I think I'd rather have the American "poor, largely depoliticized substitute".

Yuri, I don't blame someone who grew up in the Soviet Union for reacting as you did to my post. Communism was an evil system and American society was and is far, far preferable in every way.

But I don't think those are the only two options. There's also European-style social democracy, and that's what I'd like to see in America. In most European countries, yes, you have strong democracies, human rights, and markets, but you also have strong unions, regulations that protect workers and consumers, a comprehensive safety net, and taxes and social policies that are strongly redistributive. Not to mention some pretty kickass May Day celebrations!

It's a pity that E.Wilson's "To the Finland Station" isn't part of every high school reading list for modern history.

And as far as the "jackbooted legions of the Soviet Union" are concerned, I think you have got them mixed up with the jackbooted legions of the German Nazis.

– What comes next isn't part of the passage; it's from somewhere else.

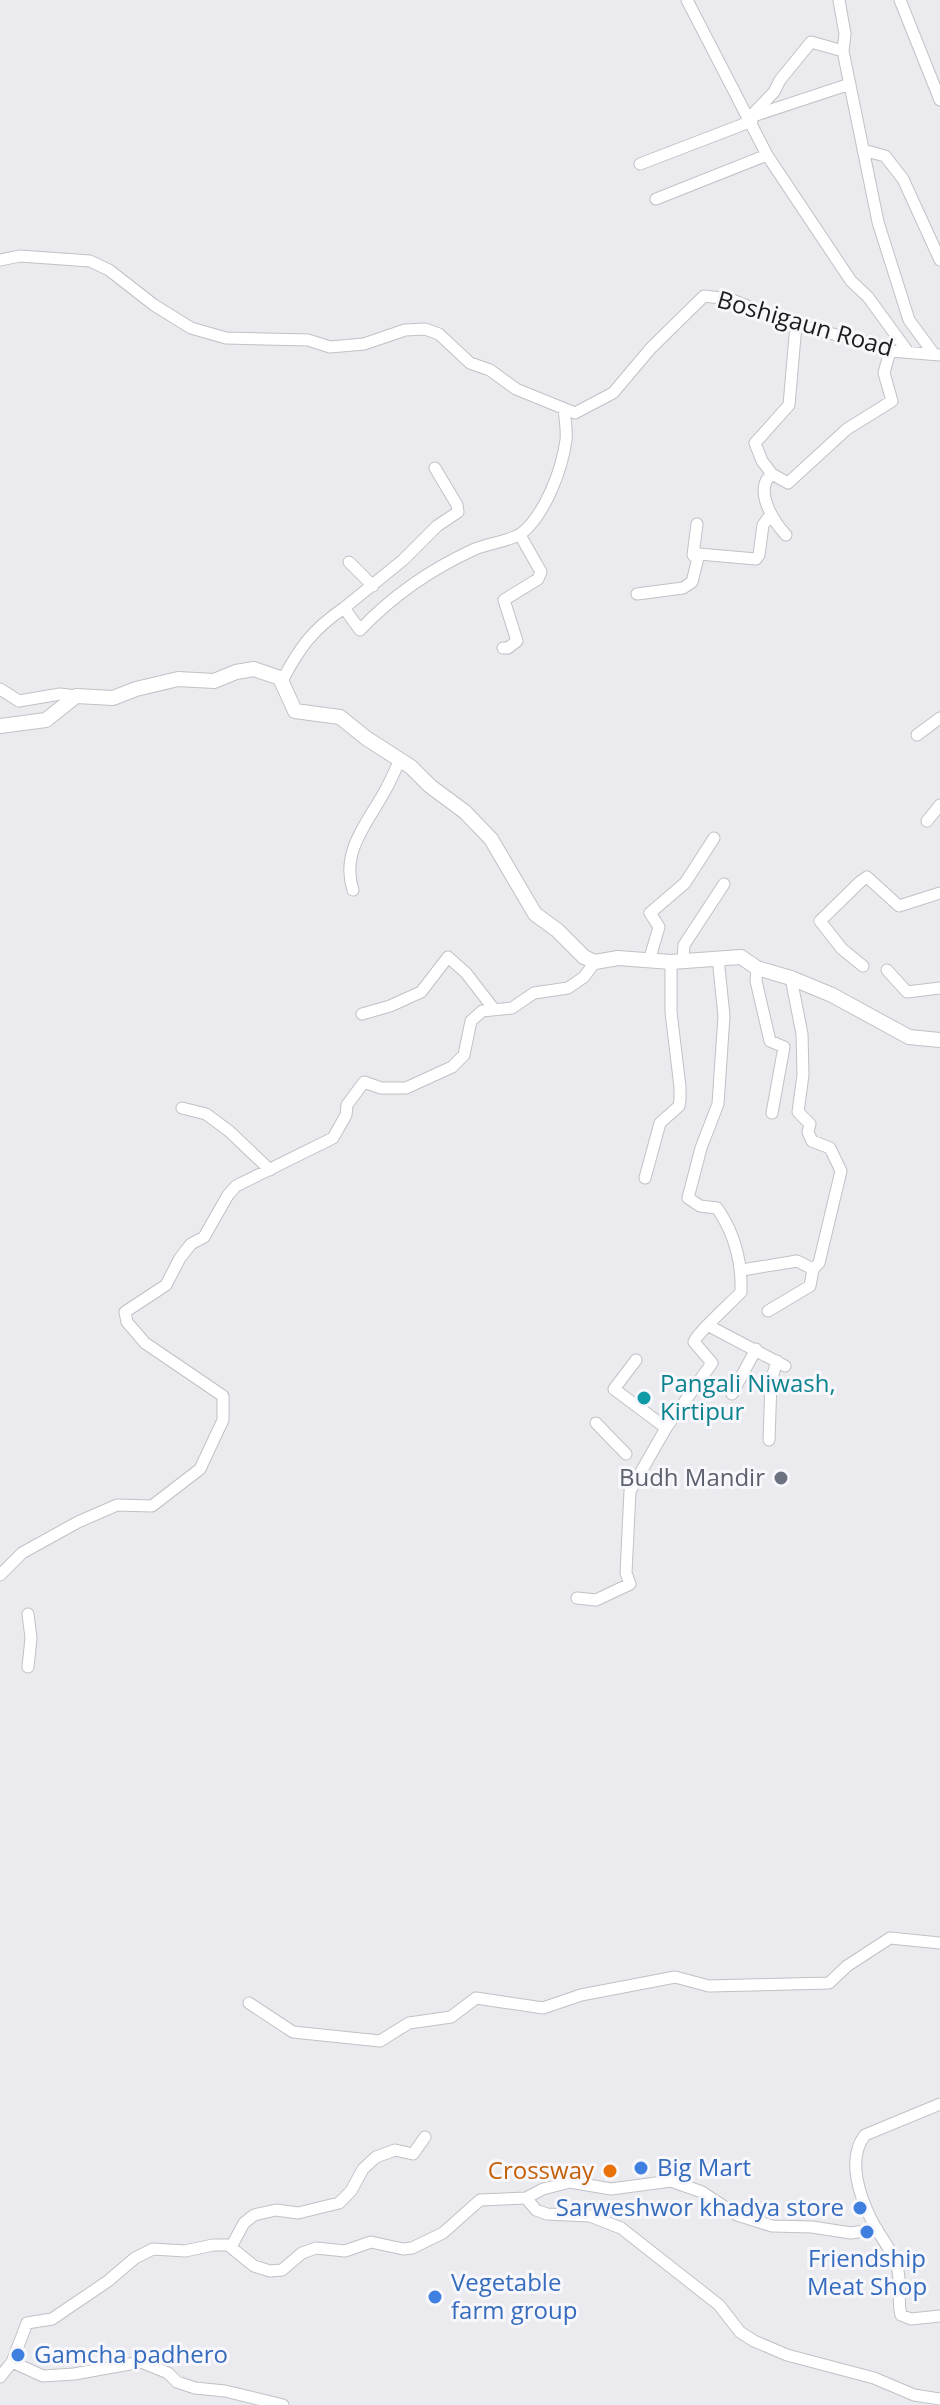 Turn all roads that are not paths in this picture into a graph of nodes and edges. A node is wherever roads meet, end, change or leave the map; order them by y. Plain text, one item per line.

I don't blame someone who grew up under the Soviet system from having that response. But neither do I blame people who suffered in the mines in Virginia, or the mills of Lowell, from thinking that workers' control of the means of production might be more appealing than what they had.

I don't know that we can say "communism is an evil system" when we've never had communism. The soviet state-socialist system was susceptible to corruption from within (as are all systems) as well as being faced from the beginning with incredible hostility from all sides (unlike the beginning of capitalism), including invasion.

Evil was done in the name of communism. So was it done in the name of many ideologies, religions and worldviews.

I don't find the tenets of communism (basically, although of course there are quite a few to choose from!) to be particularly evil compared to the tenets of a lot of other worldviews. Whether it is workable, or under what conditions, is a different story.

"I think American schools in general do a pretty lousy job of educating students about labor history."

I can't speak to schools in general, but I'm happy to say that our local H.S. uses Zinn's 'A People's History of the United States' and another "alternate" text (the name escapes me at the moment) in non-AP classes. They may not go very deeply into labor history, but at least it's there.

I haven't been in a union in over 25 years, but I think the U.S. has gone *way* too far in favoring corporations over workers (and consumers too, for that matter).

Huh. I had read about the Haymarket riots in a college class on the history of the American working class, but I didn't know that May Day sprang out of it.

Also, Lucy Parsons wasn't just a your "average" woman of color. She had Mexican, Native American, and African ancestry, and was likely born a slave. That's like a threefer, or a fourfer.

And Albert was a former Confederate soldier. Weird, huh? (He was 13 at the time he joined up.)